Store, Avrupa’da artan göçü Ukrayna-Rusya savaşına bağlayarak, “Bu göçmenler, Ukrayna’dan geldi. Polonya’ya bakıldığında 2 milyondan fazla Ukraynalıyı ülkelerine kabul ettiler çünkü ortada bir savaş var. Bundan bahsetmedi ki bence bu, gerçekliği tam olarak ele almıyor.” diye konuştu.

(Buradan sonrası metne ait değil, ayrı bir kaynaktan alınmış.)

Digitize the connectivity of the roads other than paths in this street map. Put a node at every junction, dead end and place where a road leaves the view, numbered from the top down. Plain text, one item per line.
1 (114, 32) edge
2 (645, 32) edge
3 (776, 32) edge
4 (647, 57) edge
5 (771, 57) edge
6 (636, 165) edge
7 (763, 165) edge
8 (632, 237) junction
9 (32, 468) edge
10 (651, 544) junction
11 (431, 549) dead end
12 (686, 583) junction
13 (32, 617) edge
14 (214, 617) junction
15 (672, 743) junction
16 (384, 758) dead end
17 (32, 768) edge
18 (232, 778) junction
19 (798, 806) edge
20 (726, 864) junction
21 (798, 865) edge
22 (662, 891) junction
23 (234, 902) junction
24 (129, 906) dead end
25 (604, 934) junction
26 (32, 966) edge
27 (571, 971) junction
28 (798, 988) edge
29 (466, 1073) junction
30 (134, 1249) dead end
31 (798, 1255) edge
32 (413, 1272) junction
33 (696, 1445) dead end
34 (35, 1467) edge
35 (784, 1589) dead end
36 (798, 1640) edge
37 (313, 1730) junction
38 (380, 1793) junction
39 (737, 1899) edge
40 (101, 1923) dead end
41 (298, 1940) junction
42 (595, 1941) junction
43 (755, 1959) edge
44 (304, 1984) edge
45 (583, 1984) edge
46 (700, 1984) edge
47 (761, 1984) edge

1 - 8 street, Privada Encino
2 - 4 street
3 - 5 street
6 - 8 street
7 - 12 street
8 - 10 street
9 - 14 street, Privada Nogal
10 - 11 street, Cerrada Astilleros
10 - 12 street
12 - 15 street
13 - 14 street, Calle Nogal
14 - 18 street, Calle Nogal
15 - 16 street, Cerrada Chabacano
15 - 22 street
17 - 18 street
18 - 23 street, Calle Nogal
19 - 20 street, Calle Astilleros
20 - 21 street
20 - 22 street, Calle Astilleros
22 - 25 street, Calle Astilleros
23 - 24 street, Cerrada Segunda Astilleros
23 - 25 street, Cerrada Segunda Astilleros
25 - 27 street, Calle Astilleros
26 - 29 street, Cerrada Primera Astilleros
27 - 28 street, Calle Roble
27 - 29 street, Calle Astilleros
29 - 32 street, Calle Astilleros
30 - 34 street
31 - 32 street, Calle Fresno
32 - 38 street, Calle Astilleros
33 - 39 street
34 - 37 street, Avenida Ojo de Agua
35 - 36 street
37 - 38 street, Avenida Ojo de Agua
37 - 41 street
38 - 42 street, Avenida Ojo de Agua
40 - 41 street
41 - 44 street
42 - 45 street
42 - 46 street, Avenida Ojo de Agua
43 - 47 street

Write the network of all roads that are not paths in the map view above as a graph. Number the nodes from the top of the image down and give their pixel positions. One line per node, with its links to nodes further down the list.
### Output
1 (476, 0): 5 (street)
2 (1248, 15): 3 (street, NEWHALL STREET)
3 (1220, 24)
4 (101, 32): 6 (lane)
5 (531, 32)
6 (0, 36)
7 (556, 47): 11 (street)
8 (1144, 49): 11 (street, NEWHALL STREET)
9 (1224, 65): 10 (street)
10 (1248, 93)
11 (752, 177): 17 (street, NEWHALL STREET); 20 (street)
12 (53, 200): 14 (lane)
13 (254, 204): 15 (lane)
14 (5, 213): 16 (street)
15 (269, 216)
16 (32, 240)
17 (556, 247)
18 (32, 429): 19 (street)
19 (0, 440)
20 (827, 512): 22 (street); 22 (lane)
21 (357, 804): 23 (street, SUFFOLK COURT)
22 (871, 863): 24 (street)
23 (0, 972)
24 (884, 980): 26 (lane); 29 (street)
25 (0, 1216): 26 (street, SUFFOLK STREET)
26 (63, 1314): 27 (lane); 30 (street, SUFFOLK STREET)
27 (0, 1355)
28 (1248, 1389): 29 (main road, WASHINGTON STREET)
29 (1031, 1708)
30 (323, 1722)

Fransa Dışişleri Bakanı Jean-Noel Barrot da Vance’a tepki göstererek, “Birincisi, ifade özgürlüğü, Avrupa’da güvence altında. İkincisi, kendinden ve değerlerinden emin olan, eleştiri nedeniyle kendisini tehdit altında hissetmez. Üçüncüsü, kimse bizim modelimizi benimsemek zorunda değil ancak kimse bize kendi modelini dayatamaz.” görüşünü paylaştı.
Finlandiya Dışişleri Bakanı Elina Valtonen de “İfade özgürlüğüne önem veriyoruz. JD Vance da gelip kendi düşüncelerini ifade edebiliyor.” şeklinde konuştu.

ÇİN’DEN ABD’YE “KARŞILIK VERİRİZ” UYARISI
Konferansa damga vuran bir diğer konuşmayı ise Çin Dışişleri Bakanı Vang Yi yaptı.
Vang, ABD’nin güç rekabetinden kaçınması gerektiğini belirterek, şunları söyledi:
“Eğer ABD, Çin’i bastırma ve çevreleme eğiliminde olursa buna karşılık vermekten başka seçeneğimiz kalmaz. Bu durumda Çin’in egemenliğini, ulusal onurunu ve meşru kalkınma hakkını karalılıkla savunur, ABD’nin tek taraflı zorba eylemlerine karşı koyarız.”
Vang, ekonomik ayrışma ve korumacılığın ancak onu benimseyenleri etkileyeceğini savunarak, “Korumacılık, hiçbir sorunu çözmez. Gelişigüzel tarifeler hiç kimseye kazandırmaz. Ekonomik ayrışma, yalnızca fırsatlardan yoksun kalmak anlamına gelir. Yüksek çitli küçük bahçeler ancak onu yapanı kısıtlar.” ifadelerini kullandı.
Tüm ülkelerin uluslararası hukuka saygı göstermesi, uluslararası ilişkilerde Birleşmiş Miletler (BM) Şartı’nın amaç ve ilkelerine uygun hareket etmesi gerektiğini dile getiren Vang, “Dünya, bugün kaos ve kafa karışıklığı içinde. Bunun en önemli sebebi, güçlü olanın haklı olduğuna inanan bazı ülkelerin orman kanununu haber veren Pandora’nın kutusunu açmaları. Güçlerine ve boyutlarına bakılmaksızın tüm ülkeler, uluslararası hukukun eşit paydaşı olmalıdır.” değerlendirmesinde bulundu.
ABD’nin uluslararası anlaşmalardan ve örgütlerden çekilmesini eleştiren Vang, Çin-Rusya ilişkilerine de değindi.
Vang, Rusya’dan başka Çin’in gaz ihtiyacını karşılayabilecek bir ülkenin bulunmadığını vurgulayarak, “Bazı ülkeler, ticari ve ekonomik meseleleri siyasileştirerek Çin’i bastırmak için araç olarak kullanma eğilimde. Bunun olmasına izin veremeyiz.” dedi.